Description of the task: Check every line below for the string "dead". Copy the ones that have it.

#### Records for this exercise

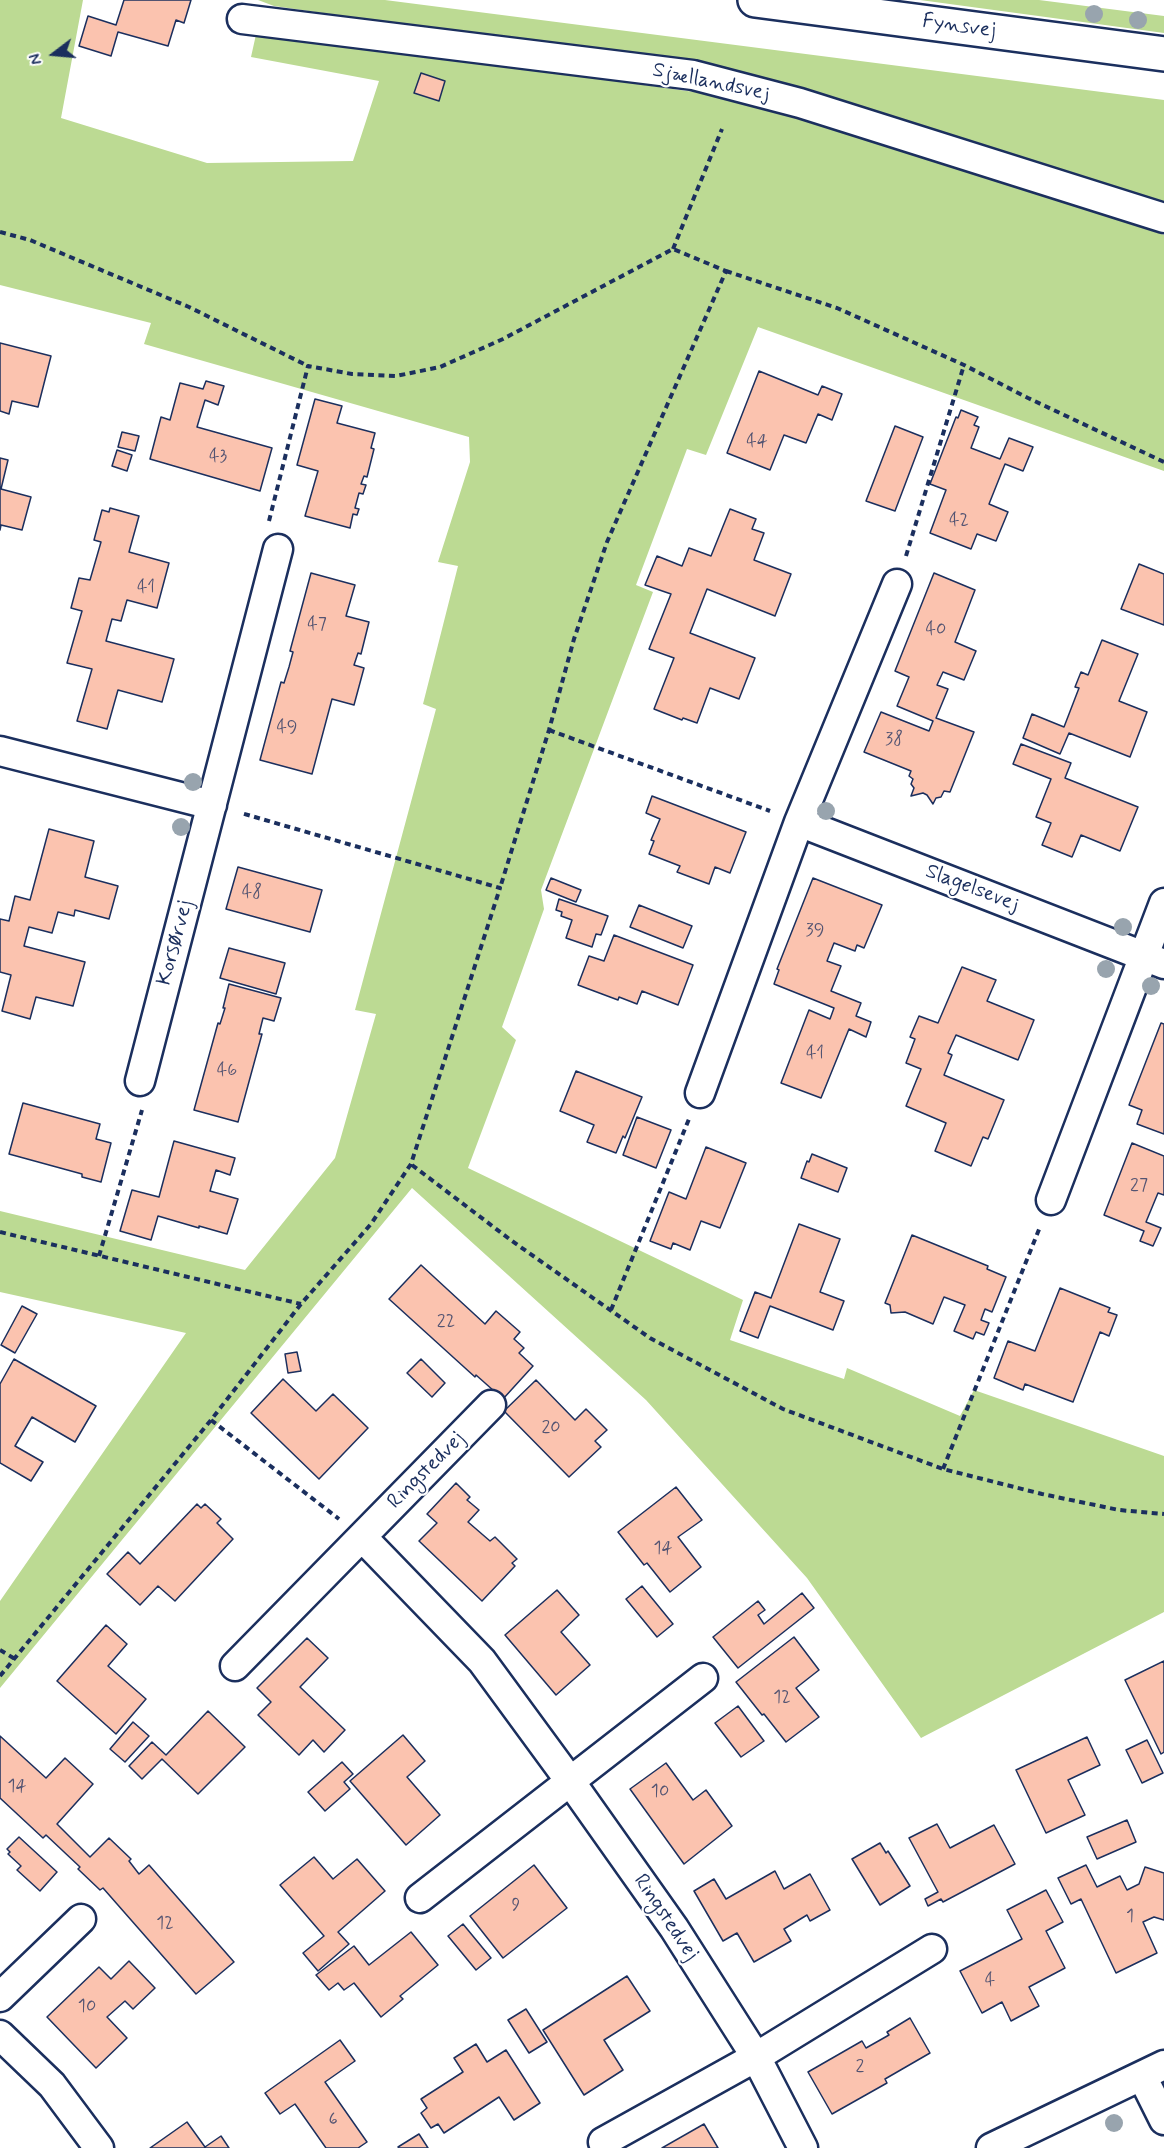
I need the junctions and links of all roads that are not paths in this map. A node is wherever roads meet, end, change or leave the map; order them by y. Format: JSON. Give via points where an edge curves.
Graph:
{"nodes":[{"id":1,"x":755,"y":0,"type":"edge"},
{"id":2,"x":242,"y":19,"type":"dead end"},
{"id":3,"x":1164,"y":54,"type":"edge"},
{"id":4,"x":1164,"y":218,"type":"edge"},
{"id":5,"x":278,"y":549,"type":"road end"},
{"id":6,"x":897,"y":584,"type":"road end"},
{"id":7,"x":0,"y":752,"type":"edge"},
{"id":8,"x":212,"y":805,"type":"junction"},
{"id":9,"x":799,"y":822,"type":"junction"},
{"id":10,"x":1164,"y":903,"type":"edge"},
{"id":11,"x":1154,"y":961,"type":"edge"},
{"id":12,"x":140,"y":1081,"type":"road end"},
{"id":13,"x":700,"y":1093,"type":"road end"},
{"id":14,"x":1051,"y":1200,"type":"road end"},
{"id":15,"x":491,"y":1405,"type":"dead end"},
{"id":16,"x":362,"y":1537,"type":"junction"},
{"id":17,"x":235,"y":1665,"type":"dead end"},
{"id":18,"x":703,"y":1678,"type":"dead end"},
{"id":19,"x":570,"y":1781,"type":"junction"},
{"id":20,"x":420,"y":1898,"type":"dead end"},
{"id":21,"x":81,"y":1919,"type":"dead end"},
{"id":22,"x":932,"y":1949,"type":"dead end"},
{"id":23,"x":0,"y":1997,"type":"edge"},
{"id":24,"x":0,"y":2035,"type":"edge"},
{"id":25,"x":756,"y":2057,"type":"junction"},
{"id":26,"x":1153,"y":2071,"type":"edge"},
{"id":27,"x":1164,"y":2120,"type":"edge"},
{"id":28,"x":603,"y":2142,"type":"dead end"},
{"id":29,"x":99,"y":2148,"type":"edge"},
{"id":30,"x":803,"y":2148,"type":"edge"},
{"id":31,"x":992,"y":2148,"type":"edge"}],
"edges":[{"from":1,"to":3,"type":"main road","name":"Fynsvej"},
{"from":2,"to":4,"type":"street","name":"Sjællandsvej","via":[[693,75],[800,103]]},
{"from":5,"to":8,"type":"street","name":"Korsørvej"},
{"from":6,"to":9,"type":"street"},
{"from":7,"to":8,"type":"street"},
{"from":8,"to":12,"type":"street","name":"Korsørvej"},
{"from":9,"to":11,"type":"street","name":"Slagelsevej"},
{"from":9,"to":13,"type":"street"},
{"from":10,"to":11,"type":"street"},
{"from":11,"to":14,"type":"street"},
{"from":15,"to":16,"type":"street","name":"Ringstedvej"},
{"from":16,"to":17,"type":"street","name":"Ringstedvej"},
{"from":16,"to":19,"type":"street","name":"Ringstedvej","via":[[482,1661]]},
{"from":18,"to":19,"type":"street"},
{"from":19,"to":20,"type":"street"},
{"from":19,"to":25,"type":"street","name":"Ringstedvej","via":[[674,1928]]},
{"from":21,"to":23,"type":"street"},
{"from":22,"to":25,"type":"street"},
{"from":24,"to":29,"type":"street","via":[[52,2085]]},
{"from":25,"to":28,"type":"street"},
{"from":25,"to":30,"type":"street","name":"Ringstedvej"},
{"from":26,"to":27,"type":"street"},
{"from":26,"to":31,"type":"street"}]}
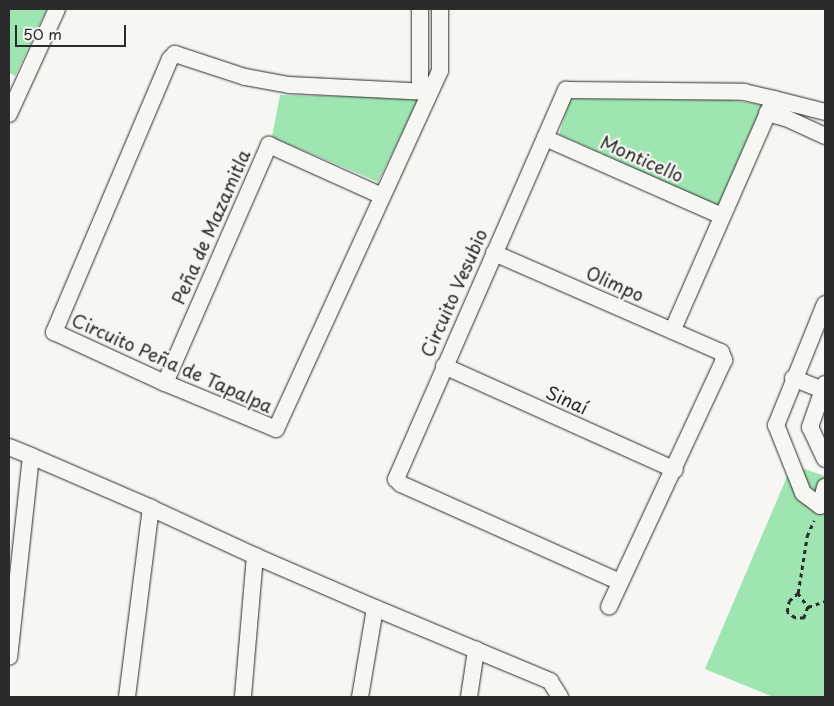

########

Exercise output:
{"id":2,"x":242,"y":19,"type":"dead end"},
{"id":15,"x":491,"y":1405,"type":"dead end"},
{"id":17,"x":235,"y":1665,"type":"dead end"},
{"id":18,"x":703,"y":1678,"type":"dead end"},
{"id":20,"x":420,"y":1898,"type":"dead end"},
{"id":21,"x":81,"y":1919,"type":"dead end"},
{"id":22,"x":932,"y":1949,"type":"dead end"},
{"id":28,"x":603,"y":2142,"type":"dead end"},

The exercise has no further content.